Ob Sorgenkind Earl in der Besserungsanstalt Tischmanieren gelernt hat, wissen wir nicht; der Rap-Knigge sitzt aber jedenfalls. Drei Jahre ist es her, dass der Wolf Gang-Sproß sich mit seiner ersten Release „Earl“ in die Herzen der Fans und Kritiker gebinnenreimt hat. Die Rückkehr des verlorenen Sohnes wird nun auch musikalisch von einem grundsoliden und eindringlichen zweiten Album begleitet.
Die heterogenen Beats von unterschiedlichsten Produzenten wie Pharrell oder Samiyam, halten sich fast respektvoll hinter dem unglaublichen Textschwall, der Earl scheinbar spielerisch leicht von den Lippen kommt, zurück. Nur „Hive“ vermag es den Kopf energischer mitnicken zu lassen. Der bedrohliche Beat erobert sich einen gleichberechtigten Platz neben den Rhymes von Earl und den beiden großartigen Gästen Vince Staples und Casey Veggies. Tanzen wird man zu „Doris“ aber jedenfalls nicht.
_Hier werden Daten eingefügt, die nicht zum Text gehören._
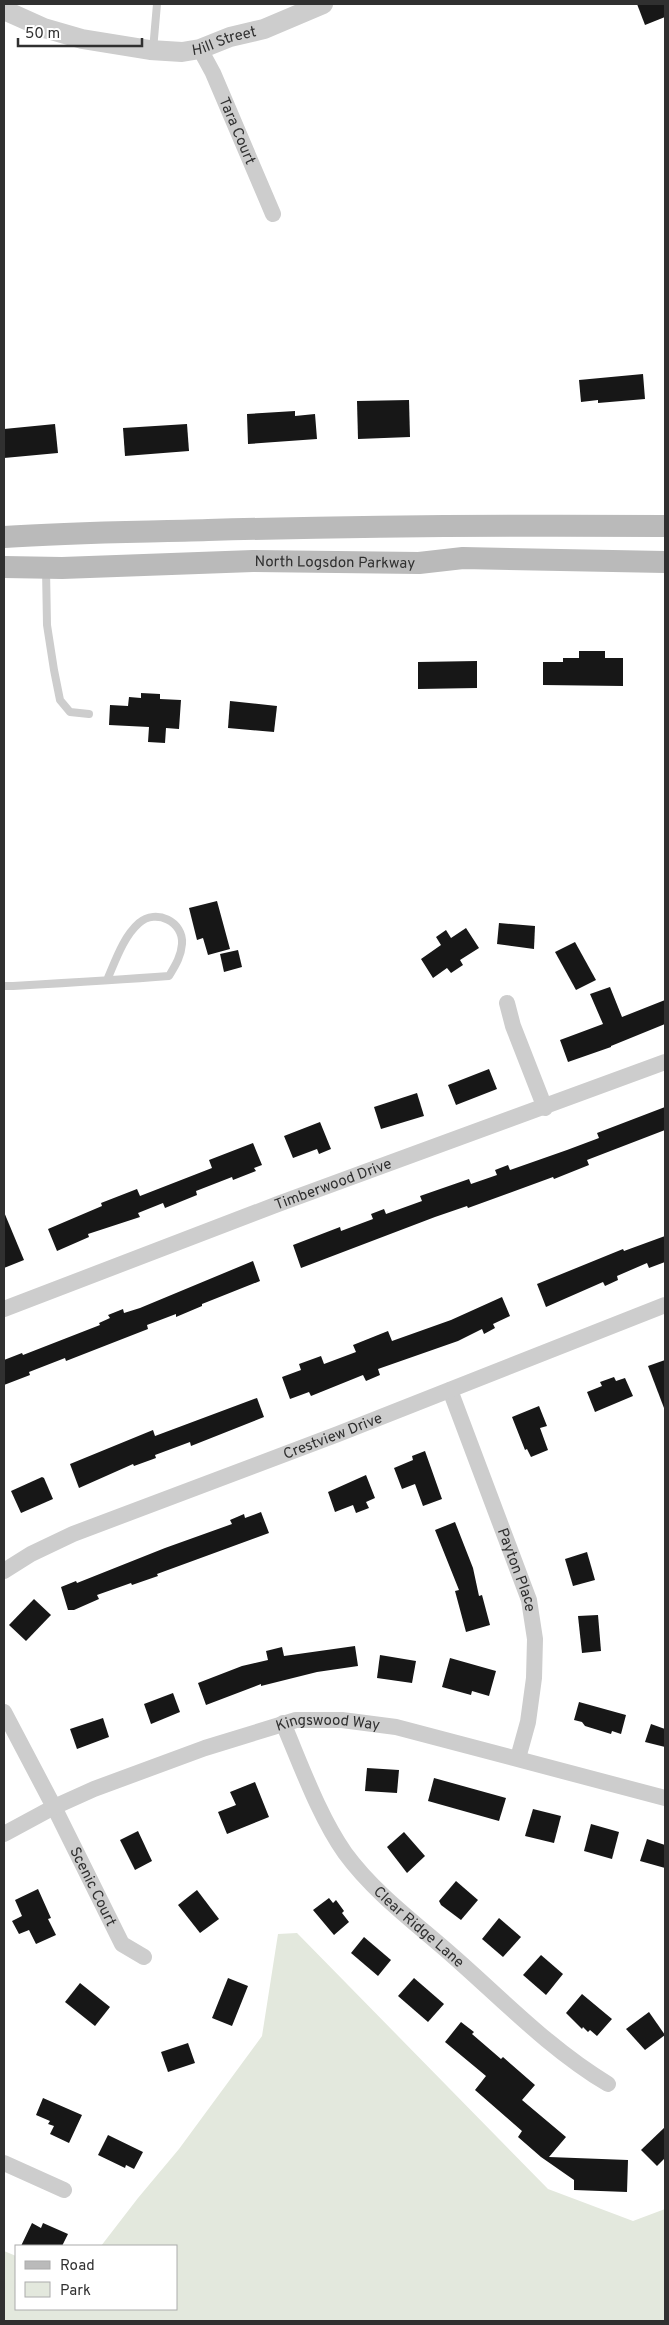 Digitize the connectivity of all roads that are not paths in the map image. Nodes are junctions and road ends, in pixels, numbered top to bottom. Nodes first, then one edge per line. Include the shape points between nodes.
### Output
1 (157, 4) edge
2 (323, 4) edge
3 (4, 10) edge
4 (200, 49) junction
5 (153, 50) junction
6 (273, 214) dead end
7 (521, 525) junction
8 (665, 526) edge
9 (65, 533) junction
10 (4, 536) edge
11 (523, 559) junction
12 (665, 562) edge
13 (54, 567) junction
14 (4, 568) edge
15 (89, 714) dead end
16 (107, 980) junction
17 (4, 986) edge
18 (507, 1003) dead end
19 (665, 1062) edge
20 (545, 1108) junction
21 (665, 1305) edge
22 (4, 1309) edge
23 (450, 1390) junction
24 (4, 1571) edge
25 (4, 1712) edge
26 (283, 1723) junction
27 (518, 1758) junction
28 (665, 1798) edge
29 (54, 1806) junction
30 (4, 1834) edge
31 (144, 1957) dead end
32 (608, 2084) dead end
33 (4, 2163) edge
34 (64, 2190) dead end

1 - 5 lane
2 - 4 street, Hill Street via 264,29 230,37
3 - 5 street, Hill Street via 44,28 82,39
4 - 5 street, Hill Street via 182,52
4 - 6 street, Tara Court
7 - 8 main road
7 - 9 main road
7 - 11 main road
9 - 10 main road
9 - 13 main road
11 - 12 main road, North Logsdon Parkway
11 - 13 main road, North Logsdon Parkway via 462,558 419,563 253,561
13 - 14 main road, North Logsdon Parkway
13 - 15 lane via 47,625 60,700 70,712
16 - 16 lane via 169,976 180,958 180,930 170,921 156,916 140,921 123,945
16 - 17 lane
18 - 20 street
19 - 20 street, Timberwood Drive
20 - 22 street, Timberwood Drive via 278,1204
21 - 23 street, Crestview Drive
23 - 24 street, Crestview Drive via 74,1534
23 - 27 street, Payton Place via 530,1600 535,1638 534,1678 528,1722
25 - 29 street, Scenic Court
26 - 27 street, Kingswood Way via 296,1720 369,1722
26 - 29 street, Kingswood Way via 205,1748
26 - 32 street, Clear Ridge Lane via 335,1836 378,1892 555,2047 582,2069
27 - 28 street, Kingswood Way
29 - 30 street, Kingswood Way
29 - 31 street, Scenic Court via 122,1944
33 - 34 street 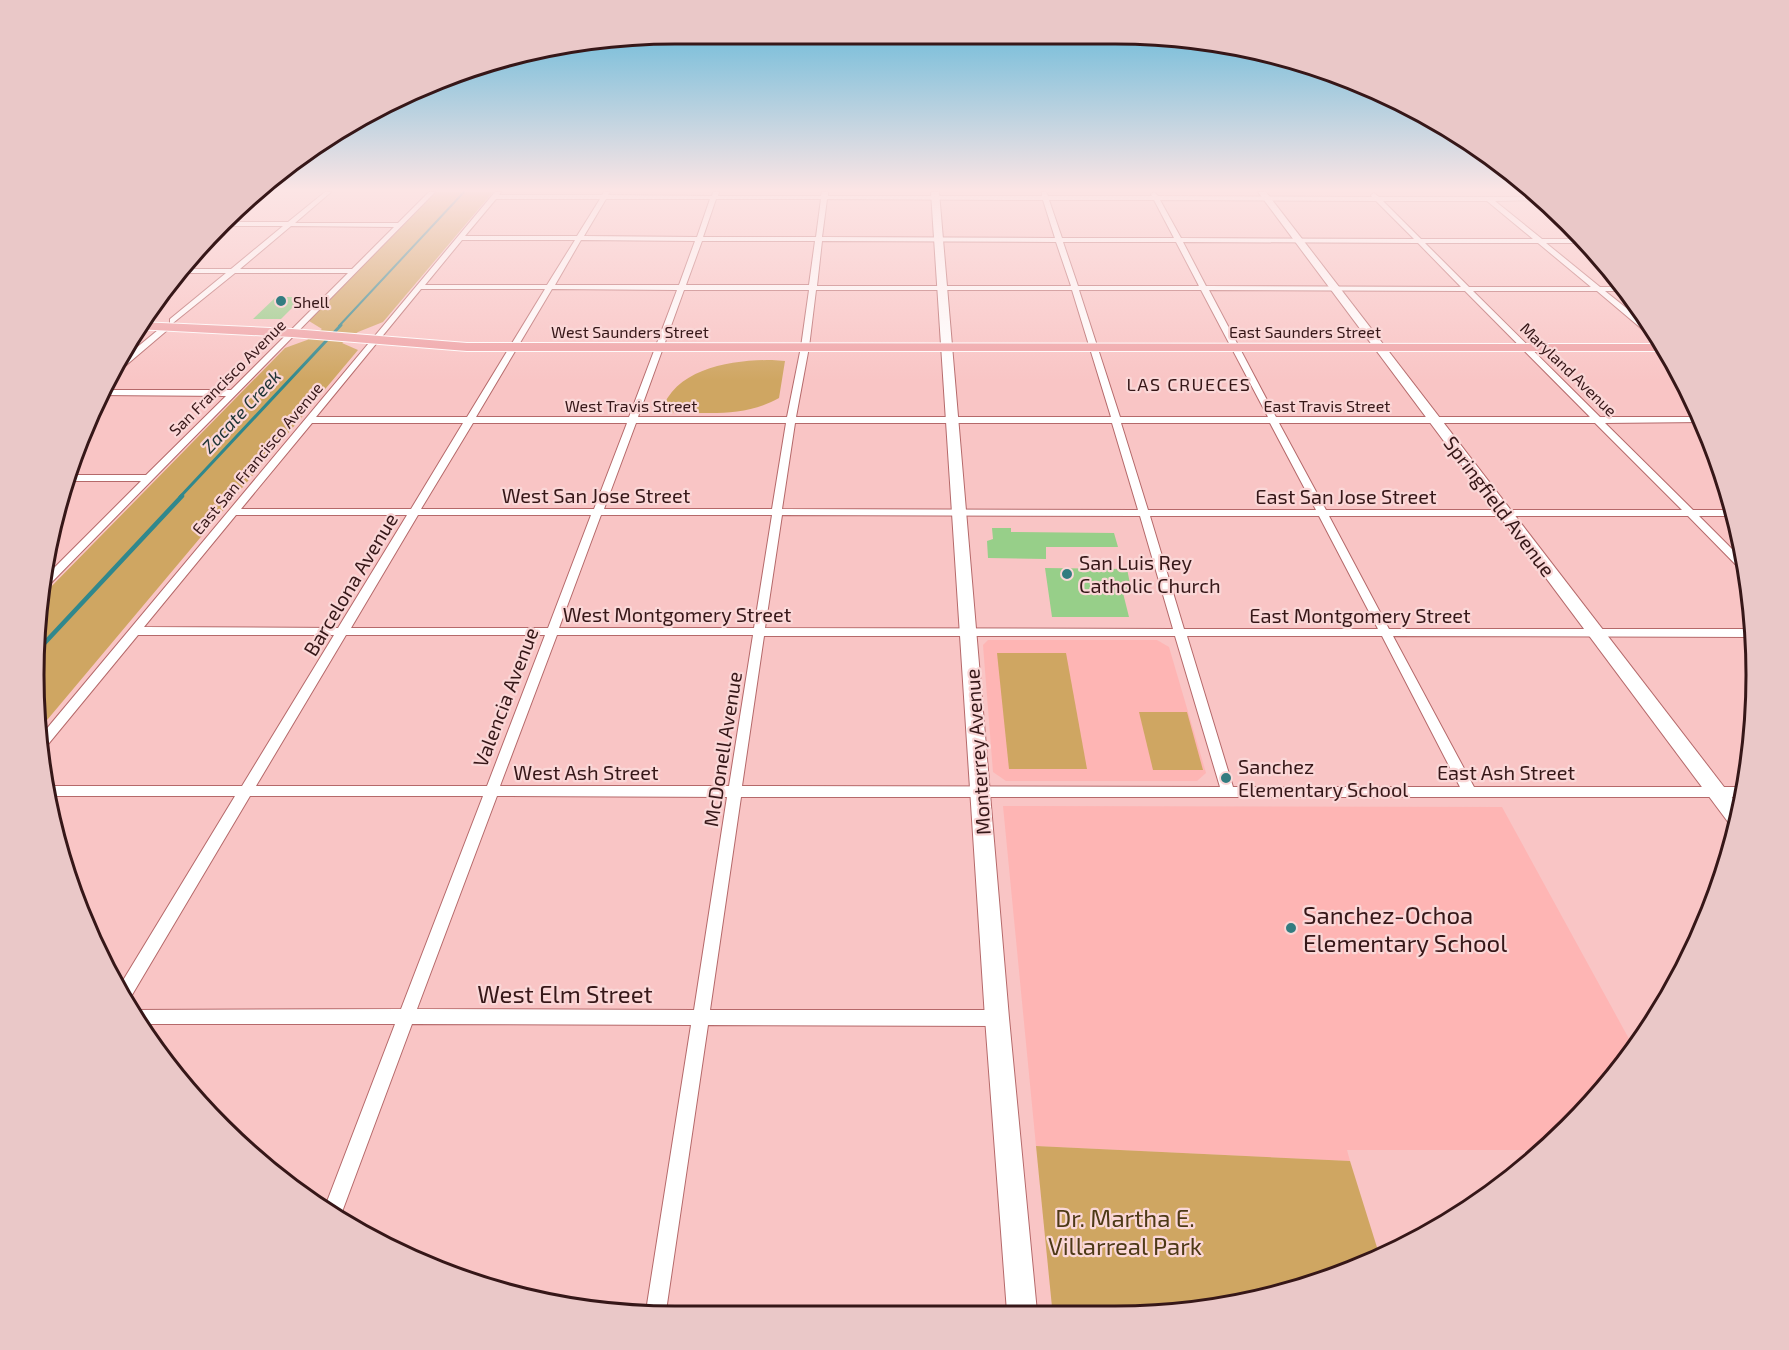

Earl malt die Metaphern mit einer dunkleren Farbpalette als sein Geistesbruder Tyler, dessen Album „Wolf“, im April dieses Jahres erschien. Themen wie das Verhältnis zur Famile oder der Druck im Musikbusiness, die sich auf beiden Werken finden, behandelt Earl differenzierter, ernsthafter und authentischer. Während er sich auf seinem Debüt noch den Schmutz und die Kotze von der Kleidung abwischen musste („Get up off the pavement, wipe the dirt and vomit off“), ist es auf „Doris“ nun seine Psyche, die er vom Dreck befreien muss („Get up off the pavement brush the dirt up off my psyche“).
In die lässt er uns auf großartigen Tracks wie „Sunday“ (ft. Frank Ocean) oder „Chum“ schauen. „Hoarse“ erreicht durch die Instrumentierung von BBNG und Earls beruhigend monotone Reime eine Art von Tiefgang, die in Trance zu versetzen vermag, während RZAs Hook „I fuck the freckles of your face, bitch“ auf „Molasses“ und Tylers Gastverse auf „Sasquatch“ auch kurze Spaßmomente ins Album einziehen lassen. Kein Track auf „Doris“ ist merklich schlechter als die anderen, durchgehend wird das hohe Niveau gehalten. Dennoch darf man sich für die Zukunft mehr Raum für die Beats und einen konzeptionelleren, homogeneren Zugang wünschen. Wie nun Earl mit dem seinem verdienten Erfolg umgehen wird, werden wir auf seinem nächsten Album, dessen Name „Gnossos“ schon feststeht, hören.